Stored data:
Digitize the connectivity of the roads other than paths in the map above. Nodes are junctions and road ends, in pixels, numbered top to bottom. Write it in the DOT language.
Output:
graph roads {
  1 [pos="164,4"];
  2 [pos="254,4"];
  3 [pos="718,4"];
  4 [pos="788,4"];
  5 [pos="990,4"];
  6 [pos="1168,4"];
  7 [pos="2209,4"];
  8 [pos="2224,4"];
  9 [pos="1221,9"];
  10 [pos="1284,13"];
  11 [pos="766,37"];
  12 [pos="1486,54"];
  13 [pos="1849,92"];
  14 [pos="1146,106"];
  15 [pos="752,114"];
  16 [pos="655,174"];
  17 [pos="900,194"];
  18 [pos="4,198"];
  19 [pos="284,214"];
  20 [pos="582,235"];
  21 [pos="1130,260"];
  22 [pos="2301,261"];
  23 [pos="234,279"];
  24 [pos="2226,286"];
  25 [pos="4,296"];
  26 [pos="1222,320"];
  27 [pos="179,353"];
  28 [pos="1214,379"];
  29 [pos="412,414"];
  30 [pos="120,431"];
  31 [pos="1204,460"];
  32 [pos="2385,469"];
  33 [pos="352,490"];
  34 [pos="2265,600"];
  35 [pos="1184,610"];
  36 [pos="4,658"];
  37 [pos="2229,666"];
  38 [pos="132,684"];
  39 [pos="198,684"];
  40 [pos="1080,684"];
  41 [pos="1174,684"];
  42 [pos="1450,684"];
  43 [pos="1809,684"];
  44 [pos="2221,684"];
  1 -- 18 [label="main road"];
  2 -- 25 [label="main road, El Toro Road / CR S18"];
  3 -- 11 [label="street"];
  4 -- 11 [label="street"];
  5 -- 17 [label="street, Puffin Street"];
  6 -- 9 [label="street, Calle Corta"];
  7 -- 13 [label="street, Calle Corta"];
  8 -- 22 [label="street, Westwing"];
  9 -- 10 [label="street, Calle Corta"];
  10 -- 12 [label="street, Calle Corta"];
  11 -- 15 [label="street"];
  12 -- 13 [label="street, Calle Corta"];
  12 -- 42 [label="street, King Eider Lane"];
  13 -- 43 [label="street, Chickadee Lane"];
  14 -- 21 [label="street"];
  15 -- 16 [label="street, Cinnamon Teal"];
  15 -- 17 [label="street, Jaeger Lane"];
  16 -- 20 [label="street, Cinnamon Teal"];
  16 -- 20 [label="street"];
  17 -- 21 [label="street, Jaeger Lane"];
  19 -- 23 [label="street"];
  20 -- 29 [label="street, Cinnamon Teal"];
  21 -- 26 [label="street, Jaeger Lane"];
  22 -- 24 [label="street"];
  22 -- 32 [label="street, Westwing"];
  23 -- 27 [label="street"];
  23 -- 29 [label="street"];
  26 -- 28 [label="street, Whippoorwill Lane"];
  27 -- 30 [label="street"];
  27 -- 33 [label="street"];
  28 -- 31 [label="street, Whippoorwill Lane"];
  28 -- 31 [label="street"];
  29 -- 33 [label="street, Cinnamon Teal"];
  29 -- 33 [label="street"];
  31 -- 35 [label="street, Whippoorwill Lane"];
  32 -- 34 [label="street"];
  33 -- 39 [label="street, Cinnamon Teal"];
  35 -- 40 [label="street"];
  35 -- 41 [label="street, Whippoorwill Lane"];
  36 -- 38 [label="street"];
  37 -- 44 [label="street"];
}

What you will do:
Copy every line that appears above, with each word kept as it is.

Solution to the exercise:
Digitize the connectivity of the roads other than paths in the map above. Nodes are junctions and road ends, in pixels, numbered top to bottom. Write it in the DOT language.
Output:
graph roads {
  1 [pos="164,4"];
  2 [pos="254,4"];
  3 [pos="718,4"];
  4 [pos="788,4"];
  5 [pos="990,4"];
  6 [pos="1168,4"];
  7 [pos="2209,4"];
  8 [pos="2224,4"];
  9 [pos="1221,9"];
  10 [pos="1284,13"];
  11 [pos="766,37"];
  12 [pos="1486,54"];
  13 [pos="1849,92"];
  14 [pos="1146,106"];
  15 [pos="752,114"];
  16 [pos="655,174"];
  17 [pos="900,194"];
  18 [pos="4,198"];
  19 [pos="284,214"];
  20 [pos="582,235"];
  21 [pos="1130,260"];
  22 [pos="2301,261"];
  23 [pos="234,279"];
  24 [pos="2226,286"];
  25 [pos="4,296"];
  26 [pos="1222,320"];
  27 [pos="179,353"];
  28 [pos="1214,379"];
  29 [pos="412,414"];
  30 [pos="120,431"];
  31 [pos="1204,460"];
  32 [pos="2385,469"];
  33 [pos="352,490"];
  34 [pos="2265,600"];
  35 [pos="1184,610"];
  36 [pos="4,658"];
  37 [pos="2229,666"];
  38 [pos="132,684"];
  39 [pos="198,684"];
  40 [pos="1080,684"];
  41 [pos="1174,684"];
  42 [pos="1450,684"];
  43 [pos="1809,684"];
  44 [pos="2221,684"];
  1 -- 18 [label="main road"];
  2 -- 25 [label="main road, El Toro Road / CR S18"];
  3 -- 11 [label="street"];
  4 -- 11 [label="street"];
  5 -- 17 [label="street, Puffin Street"];
  6 -- 9 [label="street, Calle Corta"];
  7 -- 13 [label="street, Calle Corta"];
  8 -- 22 [label="street, Westwing"];
  9 -- 10 [label="street, Calle Corta"];
  10 -- 12 [label="street, Calle Corta"];
  11 -- 15 [label="street"];
  12 -- 13 [label="street, Calle Corta"];
  12 -- 42 [label="street, King Eider Lane"];
  13 -- 43 [label="street, Chickadee Lane"];
  14 -- 21 [label="street"];
  15 -- 16 [label="street, Cinnamon Teal"];
  15 -- 17 [label="street, Jaeger Lane"];
  16 -- 20 [label="street, Cinnamon Teal"];
  16 -- 20 [label="street"];
  17 -- 21 [label="street, Jaeger Lane"];
  19 -- 23 [label="street"];
  20 -- 29 [label="street, Cinnamon Teal"];
  21 -- 26 [label="street, Jaeger Lane"];
  22 -- 24 [label="street"];
  22 -- 32 [label="street, Westwing"];
  23 -- 27 [label="street"];
  23 -- 29 [label="street"];
  26 -- 28 [label="street, Whippoorwill Lane"];
  27 -- 30 [label="street"];
  27 -- 33 [label="street"];
  28 -- 31 [label="street, Whippoorwill Lane"];
  28 -- 31 [label="street"];
  29 -- 33 [label="street, Cinnamon Teal"];
  29 -- 33 [label="street"];
  31 -- 35 [label="street, Whippoorwill Lane"];
  32 -- 34 [label="street"];
  33 -- 39 [label="street, Cinnamon Teal"];
  35 -- 40 [label="street"];
  35 -- 41 [label="street, Whippoorwill Lane"];
  36 -- 38 [label="street"];
  37 -- 44 [label="street"];
}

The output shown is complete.